[Extracted data entries]
* * *

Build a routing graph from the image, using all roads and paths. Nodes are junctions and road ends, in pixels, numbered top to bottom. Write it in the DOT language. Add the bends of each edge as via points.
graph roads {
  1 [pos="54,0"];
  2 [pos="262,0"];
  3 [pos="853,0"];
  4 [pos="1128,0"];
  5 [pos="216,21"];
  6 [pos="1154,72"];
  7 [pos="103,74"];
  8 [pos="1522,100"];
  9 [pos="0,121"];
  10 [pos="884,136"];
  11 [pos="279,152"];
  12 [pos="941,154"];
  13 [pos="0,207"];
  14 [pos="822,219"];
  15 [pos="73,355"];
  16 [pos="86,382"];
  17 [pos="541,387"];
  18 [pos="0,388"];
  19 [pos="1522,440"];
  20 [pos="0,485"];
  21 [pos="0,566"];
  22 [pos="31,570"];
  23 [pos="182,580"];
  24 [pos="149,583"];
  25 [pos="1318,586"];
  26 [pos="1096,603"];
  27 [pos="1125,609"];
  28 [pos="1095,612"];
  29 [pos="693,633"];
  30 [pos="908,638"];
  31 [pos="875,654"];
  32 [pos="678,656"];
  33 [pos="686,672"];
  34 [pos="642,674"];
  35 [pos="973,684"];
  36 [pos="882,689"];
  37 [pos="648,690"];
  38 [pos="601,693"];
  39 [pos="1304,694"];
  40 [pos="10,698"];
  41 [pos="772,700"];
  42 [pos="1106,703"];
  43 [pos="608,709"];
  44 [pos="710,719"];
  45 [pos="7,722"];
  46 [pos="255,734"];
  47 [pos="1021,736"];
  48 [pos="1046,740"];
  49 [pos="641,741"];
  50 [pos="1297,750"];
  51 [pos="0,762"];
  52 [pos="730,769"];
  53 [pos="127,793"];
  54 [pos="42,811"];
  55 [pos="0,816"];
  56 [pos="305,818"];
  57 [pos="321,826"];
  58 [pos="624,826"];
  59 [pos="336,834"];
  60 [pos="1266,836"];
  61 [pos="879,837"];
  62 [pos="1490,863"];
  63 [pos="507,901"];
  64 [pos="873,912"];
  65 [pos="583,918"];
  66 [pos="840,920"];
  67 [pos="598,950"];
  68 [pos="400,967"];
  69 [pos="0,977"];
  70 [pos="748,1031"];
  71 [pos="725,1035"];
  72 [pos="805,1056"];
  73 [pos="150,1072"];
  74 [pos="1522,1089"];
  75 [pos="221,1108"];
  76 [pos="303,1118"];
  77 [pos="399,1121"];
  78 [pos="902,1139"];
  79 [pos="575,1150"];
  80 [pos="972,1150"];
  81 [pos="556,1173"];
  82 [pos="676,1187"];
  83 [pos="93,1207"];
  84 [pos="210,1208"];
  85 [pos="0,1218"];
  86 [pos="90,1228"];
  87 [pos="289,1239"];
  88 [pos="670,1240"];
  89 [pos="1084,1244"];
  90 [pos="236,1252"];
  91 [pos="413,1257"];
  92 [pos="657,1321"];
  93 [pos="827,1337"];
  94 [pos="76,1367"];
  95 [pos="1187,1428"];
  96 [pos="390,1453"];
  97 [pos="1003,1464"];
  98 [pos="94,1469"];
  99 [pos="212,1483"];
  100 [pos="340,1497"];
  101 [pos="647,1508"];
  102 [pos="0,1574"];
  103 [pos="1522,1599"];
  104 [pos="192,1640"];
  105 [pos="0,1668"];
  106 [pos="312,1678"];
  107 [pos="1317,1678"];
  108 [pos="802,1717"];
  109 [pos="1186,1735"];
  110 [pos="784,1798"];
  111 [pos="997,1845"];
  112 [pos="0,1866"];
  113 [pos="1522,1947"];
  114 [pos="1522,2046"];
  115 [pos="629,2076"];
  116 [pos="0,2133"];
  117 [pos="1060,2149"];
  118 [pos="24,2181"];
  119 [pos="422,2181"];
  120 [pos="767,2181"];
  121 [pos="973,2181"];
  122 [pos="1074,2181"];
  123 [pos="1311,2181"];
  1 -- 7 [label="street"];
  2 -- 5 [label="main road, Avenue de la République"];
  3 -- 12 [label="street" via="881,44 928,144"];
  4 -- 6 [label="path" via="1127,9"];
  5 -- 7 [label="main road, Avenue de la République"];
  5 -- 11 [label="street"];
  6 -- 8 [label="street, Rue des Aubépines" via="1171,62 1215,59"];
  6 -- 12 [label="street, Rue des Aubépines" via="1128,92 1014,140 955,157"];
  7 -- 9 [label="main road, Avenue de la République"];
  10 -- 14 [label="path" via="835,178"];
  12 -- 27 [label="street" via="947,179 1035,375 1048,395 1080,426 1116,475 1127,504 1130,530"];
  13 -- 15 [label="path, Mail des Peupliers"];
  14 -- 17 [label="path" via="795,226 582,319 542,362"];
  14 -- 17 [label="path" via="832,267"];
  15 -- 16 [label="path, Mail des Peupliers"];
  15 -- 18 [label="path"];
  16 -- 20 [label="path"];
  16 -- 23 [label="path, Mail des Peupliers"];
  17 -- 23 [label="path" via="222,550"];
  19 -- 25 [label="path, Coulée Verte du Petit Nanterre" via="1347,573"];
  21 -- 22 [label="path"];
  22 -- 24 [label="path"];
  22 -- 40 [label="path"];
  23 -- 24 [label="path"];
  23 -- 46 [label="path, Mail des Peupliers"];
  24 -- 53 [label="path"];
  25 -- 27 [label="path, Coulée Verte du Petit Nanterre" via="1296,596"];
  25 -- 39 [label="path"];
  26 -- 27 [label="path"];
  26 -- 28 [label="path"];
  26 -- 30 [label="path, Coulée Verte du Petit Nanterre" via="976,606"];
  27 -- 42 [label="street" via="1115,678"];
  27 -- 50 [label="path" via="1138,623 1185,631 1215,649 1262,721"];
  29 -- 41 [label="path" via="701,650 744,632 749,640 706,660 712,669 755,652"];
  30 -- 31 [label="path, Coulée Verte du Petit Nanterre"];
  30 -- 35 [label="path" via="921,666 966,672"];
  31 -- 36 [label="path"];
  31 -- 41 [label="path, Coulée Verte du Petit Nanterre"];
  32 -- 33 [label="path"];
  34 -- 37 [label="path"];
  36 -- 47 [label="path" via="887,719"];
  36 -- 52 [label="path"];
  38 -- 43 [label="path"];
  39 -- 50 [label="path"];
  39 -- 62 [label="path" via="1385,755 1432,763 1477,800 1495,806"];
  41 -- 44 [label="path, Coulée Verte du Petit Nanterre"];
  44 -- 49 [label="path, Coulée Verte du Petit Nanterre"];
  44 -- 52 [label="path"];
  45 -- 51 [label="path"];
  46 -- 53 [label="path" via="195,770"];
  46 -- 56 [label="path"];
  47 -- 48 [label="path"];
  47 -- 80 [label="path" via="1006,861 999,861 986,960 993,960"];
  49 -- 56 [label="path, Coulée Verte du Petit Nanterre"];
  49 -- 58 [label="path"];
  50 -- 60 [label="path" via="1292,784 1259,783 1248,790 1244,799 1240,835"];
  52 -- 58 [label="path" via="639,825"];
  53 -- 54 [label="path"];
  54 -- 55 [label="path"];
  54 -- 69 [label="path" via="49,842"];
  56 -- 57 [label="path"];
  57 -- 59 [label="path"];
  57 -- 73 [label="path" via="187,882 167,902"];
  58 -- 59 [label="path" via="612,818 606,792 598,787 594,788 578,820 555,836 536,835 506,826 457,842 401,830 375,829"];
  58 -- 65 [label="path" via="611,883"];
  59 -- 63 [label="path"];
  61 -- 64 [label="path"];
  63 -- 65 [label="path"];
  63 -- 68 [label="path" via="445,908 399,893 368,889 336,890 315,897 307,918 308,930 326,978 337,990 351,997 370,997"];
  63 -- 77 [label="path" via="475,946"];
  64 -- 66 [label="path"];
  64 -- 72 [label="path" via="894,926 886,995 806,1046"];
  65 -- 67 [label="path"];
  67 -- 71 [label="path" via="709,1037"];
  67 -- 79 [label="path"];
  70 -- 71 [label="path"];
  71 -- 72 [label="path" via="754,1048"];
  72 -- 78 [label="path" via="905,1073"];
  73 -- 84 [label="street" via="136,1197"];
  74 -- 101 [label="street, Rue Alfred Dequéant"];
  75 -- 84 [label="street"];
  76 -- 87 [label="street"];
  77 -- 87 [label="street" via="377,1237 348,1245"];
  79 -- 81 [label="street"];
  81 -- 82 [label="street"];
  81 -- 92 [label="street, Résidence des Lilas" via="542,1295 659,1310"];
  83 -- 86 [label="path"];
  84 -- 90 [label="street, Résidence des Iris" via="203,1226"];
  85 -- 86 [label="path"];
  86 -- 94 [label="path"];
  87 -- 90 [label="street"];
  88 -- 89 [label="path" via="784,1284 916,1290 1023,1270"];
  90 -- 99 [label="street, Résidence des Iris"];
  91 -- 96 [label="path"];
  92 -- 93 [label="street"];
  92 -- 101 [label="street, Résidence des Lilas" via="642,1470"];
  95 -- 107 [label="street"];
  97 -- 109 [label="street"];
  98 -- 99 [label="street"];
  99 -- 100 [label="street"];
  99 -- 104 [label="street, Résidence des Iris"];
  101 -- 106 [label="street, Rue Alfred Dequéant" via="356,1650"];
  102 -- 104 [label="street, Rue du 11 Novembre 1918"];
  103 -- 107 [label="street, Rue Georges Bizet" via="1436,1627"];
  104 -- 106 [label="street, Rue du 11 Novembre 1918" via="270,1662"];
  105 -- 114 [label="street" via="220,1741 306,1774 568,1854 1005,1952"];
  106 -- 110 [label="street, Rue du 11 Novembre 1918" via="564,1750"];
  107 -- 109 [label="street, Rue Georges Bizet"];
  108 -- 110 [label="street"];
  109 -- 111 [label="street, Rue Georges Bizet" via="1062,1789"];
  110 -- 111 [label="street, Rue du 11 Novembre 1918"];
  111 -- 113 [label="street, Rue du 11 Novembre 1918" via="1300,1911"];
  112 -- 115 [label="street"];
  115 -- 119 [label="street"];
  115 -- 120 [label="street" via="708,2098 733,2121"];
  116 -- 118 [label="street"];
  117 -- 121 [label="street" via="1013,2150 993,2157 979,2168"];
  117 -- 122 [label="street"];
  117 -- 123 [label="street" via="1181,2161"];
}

* * *

*To do*.
State how many lines in the records above contain the word "Iris". Write the number alone.

*Output for this task*.
3